The paradox of happiness is that we want both freedom and justification, but the freer we become the less we depend on the approval of others, and the more we want the approval of others the less free we become. This would suggest that freedom and justification are mutually exclusive, and that happiness is elusive precisely because it poses this apparently intractable dilemma. ...[deletia]... the desire for happiness consists in the desire for freedom and for approval and this is why happiness is paradoxical. We can live with this paradox only by having the courage both to face the judgement of the audience and the courage to be independent of its judgement and risk humiliation. But courage does not make us happy: it is merely the motor which keeps us going. Happiness is not a goal, but a process: "It's a retreat from security and an advance towards risk, while being a retreat from risk and an advance towards security -- a perpetual oscillation".

All interesting enough; and superficially similar to stuff that I've been thinking and writing recently.* However, I'll be completely unfair to Marar (by rushing to judgment without reading the book) and say that I find this explanation deeply unsatisfying, for the same reason I find nearly all philosophy unsatisfying: namely, it's extraordinarily arbitrary.

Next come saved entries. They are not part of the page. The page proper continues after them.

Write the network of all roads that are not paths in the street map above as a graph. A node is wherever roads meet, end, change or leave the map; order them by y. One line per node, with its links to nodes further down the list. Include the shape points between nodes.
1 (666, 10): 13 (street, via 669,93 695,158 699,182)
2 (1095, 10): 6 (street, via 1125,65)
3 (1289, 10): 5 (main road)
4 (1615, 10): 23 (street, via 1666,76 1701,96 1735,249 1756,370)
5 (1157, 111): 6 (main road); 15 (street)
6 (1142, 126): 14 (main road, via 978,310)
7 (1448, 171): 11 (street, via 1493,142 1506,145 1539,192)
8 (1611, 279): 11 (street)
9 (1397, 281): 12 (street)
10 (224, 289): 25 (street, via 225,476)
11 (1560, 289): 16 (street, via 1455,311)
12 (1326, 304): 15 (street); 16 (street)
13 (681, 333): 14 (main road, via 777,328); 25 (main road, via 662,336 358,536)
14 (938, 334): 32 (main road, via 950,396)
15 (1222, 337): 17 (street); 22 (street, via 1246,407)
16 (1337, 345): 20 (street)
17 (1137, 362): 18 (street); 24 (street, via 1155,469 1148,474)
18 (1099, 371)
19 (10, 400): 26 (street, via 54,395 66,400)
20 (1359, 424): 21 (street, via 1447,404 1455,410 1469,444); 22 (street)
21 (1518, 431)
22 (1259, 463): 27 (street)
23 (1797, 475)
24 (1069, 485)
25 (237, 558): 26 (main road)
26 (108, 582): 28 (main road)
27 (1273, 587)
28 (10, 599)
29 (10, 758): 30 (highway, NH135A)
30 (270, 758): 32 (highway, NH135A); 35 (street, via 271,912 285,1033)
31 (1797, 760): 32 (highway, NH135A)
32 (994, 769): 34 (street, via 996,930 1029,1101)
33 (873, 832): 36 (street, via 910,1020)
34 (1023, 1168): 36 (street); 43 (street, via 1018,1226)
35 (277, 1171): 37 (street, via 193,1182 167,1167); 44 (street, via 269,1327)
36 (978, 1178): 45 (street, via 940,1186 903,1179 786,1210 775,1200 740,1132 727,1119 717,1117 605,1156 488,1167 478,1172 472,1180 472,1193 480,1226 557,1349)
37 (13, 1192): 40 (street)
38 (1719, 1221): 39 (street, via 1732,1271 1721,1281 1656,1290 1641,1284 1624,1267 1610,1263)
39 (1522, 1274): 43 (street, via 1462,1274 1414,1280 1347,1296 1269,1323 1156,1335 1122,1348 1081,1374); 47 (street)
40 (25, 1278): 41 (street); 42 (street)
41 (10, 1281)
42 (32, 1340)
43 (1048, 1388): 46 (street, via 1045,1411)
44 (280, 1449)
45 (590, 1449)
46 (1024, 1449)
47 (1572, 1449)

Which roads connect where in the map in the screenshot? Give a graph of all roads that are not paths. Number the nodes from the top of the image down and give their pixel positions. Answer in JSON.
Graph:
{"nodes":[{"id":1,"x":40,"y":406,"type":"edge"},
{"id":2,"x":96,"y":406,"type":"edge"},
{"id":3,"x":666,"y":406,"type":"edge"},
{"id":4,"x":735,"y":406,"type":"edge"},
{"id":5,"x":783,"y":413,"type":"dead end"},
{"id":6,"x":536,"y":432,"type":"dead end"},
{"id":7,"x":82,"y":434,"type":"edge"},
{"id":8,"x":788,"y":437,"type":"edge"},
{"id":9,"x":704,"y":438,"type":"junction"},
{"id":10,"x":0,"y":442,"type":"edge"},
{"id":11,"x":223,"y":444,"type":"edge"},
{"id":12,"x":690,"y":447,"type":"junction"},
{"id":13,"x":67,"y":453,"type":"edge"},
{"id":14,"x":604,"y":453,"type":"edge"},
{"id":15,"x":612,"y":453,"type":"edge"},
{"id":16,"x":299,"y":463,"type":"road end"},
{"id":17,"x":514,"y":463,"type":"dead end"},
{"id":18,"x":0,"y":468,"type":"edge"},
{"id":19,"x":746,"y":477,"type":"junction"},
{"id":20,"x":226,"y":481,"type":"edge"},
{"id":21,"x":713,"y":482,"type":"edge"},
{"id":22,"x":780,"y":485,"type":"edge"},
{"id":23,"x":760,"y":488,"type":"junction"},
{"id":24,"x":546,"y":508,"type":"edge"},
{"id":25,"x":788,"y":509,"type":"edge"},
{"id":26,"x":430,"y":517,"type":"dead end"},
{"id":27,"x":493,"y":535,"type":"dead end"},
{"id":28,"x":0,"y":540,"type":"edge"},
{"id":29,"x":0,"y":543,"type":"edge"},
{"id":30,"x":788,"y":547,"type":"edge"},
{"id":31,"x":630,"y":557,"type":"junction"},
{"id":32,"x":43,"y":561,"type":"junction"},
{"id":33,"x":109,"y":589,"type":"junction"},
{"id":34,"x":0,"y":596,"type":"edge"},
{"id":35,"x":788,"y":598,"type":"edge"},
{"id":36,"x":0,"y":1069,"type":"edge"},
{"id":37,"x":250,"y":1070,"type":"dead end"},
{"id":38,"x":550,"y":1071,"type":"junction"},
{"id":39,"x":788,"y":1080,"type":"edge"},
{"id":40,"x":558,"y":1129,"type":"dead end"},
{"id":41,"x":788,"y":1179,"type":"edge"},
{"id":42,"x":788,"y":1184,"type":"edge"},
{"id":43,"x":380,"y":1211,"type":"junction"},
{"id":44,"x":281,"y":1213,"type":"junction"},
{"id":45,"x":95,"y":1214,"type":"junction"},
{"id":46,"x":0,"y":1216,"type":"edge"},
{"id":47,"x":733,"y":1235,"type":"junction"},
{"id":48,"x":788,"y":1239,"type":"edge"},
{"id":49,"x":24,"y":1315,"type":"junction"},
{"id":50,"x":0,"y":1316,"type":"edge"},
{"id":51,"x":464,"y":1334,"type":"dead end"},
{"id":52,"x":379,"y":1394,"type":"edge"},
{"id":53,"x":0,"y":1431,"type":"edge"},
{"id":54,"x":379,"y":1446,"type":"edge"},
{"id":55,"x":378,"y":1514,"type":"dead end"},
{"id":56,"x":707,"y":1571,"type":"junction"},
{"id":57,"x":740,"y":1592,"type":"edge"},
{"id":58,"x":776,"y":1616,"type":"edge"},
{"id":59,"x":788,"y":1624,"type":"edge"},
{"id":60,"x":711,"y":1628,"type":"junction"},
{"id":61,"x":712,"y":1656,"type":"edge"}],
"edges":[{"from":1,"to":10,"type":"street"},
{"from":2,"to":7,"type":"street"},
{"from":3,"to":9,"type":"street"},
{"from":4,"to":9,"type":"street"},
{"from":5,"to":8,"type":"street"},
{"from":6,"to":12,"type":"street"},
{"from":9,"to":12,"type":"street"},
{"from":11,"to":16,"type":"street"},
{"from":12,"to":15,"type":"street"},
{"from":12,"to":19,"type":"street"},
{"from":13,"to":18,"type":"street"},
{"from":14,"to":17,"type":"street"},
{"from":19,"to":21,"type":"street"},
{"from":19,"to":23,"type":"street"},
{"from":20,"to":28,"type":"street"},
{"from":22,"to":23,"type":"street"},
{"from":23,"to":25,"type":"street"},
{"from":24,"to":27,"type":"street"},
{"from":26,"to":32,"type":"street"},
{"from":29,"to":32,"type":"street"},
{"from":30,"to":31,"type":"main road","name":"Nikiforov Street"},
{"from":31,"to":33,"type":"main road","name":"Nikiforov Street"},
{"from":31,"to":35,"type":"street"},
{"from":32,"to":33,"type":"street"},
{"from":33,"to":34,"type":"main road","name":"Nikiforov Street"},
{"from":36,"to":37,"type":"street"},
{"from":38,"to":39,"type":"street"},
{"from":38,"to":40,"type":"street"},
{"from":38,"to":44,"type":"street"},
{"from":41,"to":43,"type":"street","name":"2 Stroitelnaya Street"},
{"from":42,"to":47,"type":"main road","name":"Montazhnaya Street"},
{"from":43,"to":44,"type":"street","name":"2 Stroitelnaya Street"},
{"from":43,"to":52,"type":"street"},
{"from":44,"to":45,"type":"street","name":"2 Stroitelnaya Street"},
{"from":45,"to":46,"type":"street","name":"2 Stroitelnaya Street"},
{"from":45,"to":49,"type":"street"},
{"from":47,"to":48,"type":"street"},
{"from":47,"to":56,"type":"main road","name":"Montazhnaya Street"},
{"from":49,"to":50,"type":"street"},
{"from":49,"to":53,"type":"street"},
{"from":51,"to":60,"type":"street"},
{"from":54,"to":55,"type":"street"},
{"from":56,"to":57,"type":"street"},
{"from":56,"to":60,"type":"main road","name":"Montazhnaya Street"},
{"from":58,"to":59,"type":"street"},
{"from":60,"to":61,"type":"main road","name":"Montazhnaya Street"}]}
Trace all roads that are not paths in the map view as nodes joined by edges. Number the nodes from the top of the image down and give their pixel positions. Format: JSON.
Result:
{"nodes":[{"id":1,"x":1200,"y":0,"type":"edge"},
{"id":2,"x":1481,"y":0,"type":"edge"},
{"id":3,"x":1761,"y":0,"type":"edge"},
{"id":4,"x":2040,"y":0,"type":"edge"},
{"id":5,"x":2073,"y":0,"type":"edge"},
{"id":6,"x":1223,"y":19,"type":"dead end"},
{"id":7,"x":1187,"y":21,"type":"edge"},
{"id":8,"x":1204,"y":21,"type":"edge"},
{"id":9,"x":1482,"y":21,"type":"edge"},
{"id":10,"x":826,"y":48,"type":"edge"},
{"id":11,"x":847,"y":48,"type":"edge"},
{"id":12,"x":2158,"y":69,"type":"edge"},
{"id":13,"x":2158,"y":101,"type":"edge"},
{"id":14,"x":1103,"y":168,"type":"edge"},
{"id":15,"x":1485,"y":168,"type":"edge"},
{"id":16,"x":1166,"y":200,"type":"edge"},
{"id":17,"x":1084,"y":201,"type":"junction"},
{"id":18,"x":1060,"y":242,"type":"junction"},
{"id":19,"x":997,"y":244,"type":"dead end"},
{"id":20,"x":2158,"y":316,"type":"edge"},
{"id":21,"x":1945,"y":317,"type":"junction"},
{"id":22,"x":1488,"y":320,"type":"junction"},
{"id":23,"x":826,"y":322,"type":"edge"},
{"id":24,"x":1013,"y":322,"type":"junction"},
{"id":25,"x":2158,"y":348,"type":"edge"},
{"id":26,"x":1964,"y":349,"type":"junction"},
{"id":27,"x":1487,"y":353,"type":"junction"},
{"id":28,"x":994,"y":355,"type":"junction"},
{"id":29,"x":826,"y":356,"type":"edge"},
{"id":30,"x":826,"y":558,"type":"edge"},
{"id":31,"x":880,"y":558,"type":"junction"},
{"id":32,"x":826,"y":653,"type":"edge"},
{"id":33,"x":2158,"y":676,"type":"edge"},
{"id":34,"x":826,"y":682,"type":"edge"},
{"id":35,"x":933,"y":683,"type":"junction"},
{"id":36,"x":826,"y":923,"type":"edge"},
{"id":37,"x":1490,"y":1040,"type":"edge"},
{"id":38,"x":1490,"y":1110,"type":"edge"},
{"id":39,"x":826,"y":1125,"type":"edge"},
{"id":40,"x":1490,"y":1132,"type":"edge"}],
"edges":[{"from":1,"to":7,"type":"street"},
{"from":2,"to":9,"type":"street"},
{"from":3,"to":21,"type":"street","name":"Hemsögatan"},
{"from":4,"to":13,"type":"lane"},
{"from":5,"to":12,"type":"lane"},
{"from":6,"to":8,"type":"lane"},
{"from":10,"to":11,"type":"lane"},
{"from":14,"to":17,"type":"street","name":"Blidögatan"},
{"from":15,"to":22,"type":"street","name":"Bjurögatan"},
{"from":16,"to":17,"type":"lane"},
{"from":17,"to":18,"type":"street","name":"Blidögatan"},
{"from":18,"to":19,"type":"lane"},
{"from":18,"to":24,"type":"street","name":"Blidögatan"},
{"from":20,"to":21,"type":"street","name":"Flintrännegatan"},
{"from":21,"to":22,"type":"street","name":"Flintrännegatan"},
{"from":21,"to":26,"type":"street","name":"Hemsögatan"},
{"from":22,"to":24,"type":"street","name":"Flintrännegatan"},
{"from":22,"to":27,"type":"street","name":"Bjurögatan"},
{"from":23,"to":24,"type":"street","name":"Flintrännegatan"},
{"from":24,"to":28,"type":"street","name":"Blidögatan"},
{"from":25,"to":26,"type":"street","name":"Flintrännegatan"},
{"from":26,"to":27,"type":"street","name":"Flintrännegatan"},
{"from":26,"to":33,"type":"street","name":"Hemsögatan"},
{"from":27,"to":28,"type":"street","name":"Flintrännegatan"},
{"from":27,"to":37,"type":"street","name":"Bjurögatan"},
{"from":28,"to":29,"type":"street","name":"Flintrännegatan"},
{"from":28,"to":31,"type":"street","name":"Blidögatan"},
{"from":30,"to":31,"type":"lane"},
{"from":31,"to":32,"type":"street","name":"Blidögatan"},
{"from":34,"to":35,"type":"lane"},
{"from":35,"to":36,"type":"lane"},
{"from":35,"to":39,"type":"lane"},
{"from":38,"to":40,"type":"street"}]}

OK, sure, we want freedom, and we want justification, and there's a conflict between these urges, but why should this conflict be the key to the nature of happiness? Why should the central problem be the conflict between those two particular urges, and not, say, the desire for sex versus the desire to avoid death? Why not the desire for pleasure versus the desire for power? Why not the desire to have a slice of cheesecake versus the desire to lose weight? I can pick nearly any two desires and observe that they come into conflict. What makes one desire more fundamental than any other?

If you really want to know about the nature of happiness, neurology is a far better place to look than philosophy. Why is happiness elusive? The answer's terribly simple: happiness is a brain state caused by certain stimuli; our brains are built out of neurons; and neurons are learning devices that learn to become accustomed to any given stimulus. We therefore become acclimated to feelings of approval or independence or anything else. If we hacked our neurons not to become acclimated, we might very well be entirely satisfied with our current level of approval, and independence, and everything else too. (We'd probably also be extraordinarily lazy.)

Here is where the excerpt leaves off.